Syncora to Judge: The Grand Bargain should go away

In a 60-page briefing filed this afternoon, bond insurer Syncora called the Detroit bankruptcy’s grand bargain “fraudulent,” and attacked the court mediators who helped craft it, including Chief U.S. District Court Judge Gerald Rosen.

The grand bargain, Syncora argues, gives illegal, favorable treatment to one group of the city’s creditors — the pensioners — as they are the only creditors who benefit from the grand bargain’s $660 million in state and private money.
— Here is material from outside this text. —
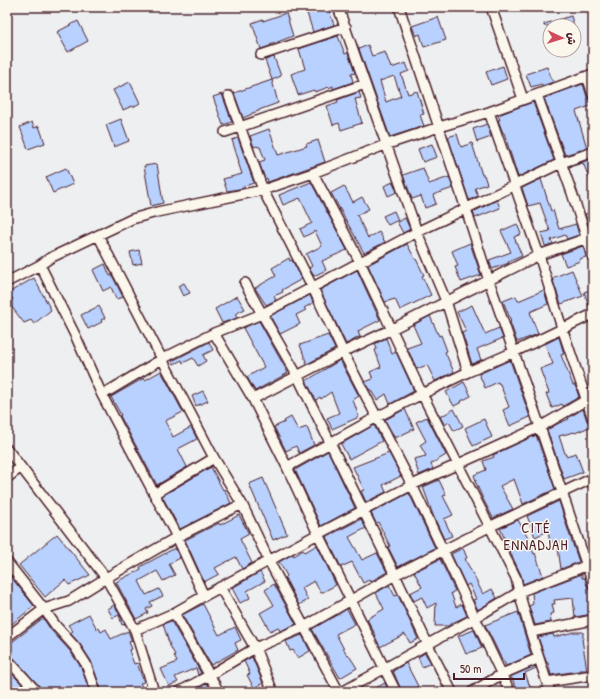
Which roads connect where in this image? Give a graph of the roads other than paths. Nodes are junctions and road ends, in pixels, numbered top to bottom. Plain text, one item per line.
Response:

Syncora also objects to the city retaining the Detroit Institute of Art collection instead of selling it to pay at least part of its $18 billion debt.

“The plain truth is that the mediators in this case acted improperly by orchestrating a settlement that alienates the City’s most valuable assets for the sole benefit of one creditor group,” Syncora attorneys write. “Moreover, if approved, the DIA Settlement will in essence give rise to a judicially sanctioned, fraudulent transfer.”

Syncora stands to lose about $400 million in the bankruptcy case, and has objected at many turns of the 13-month-old case. (Incidentally, Syncora’s latest objection cites as a source a NextChapterDetroit.com post, “Detroit’s Chief Mediator: Judge Gerald Rosen speaks about the bankruptcy process:.)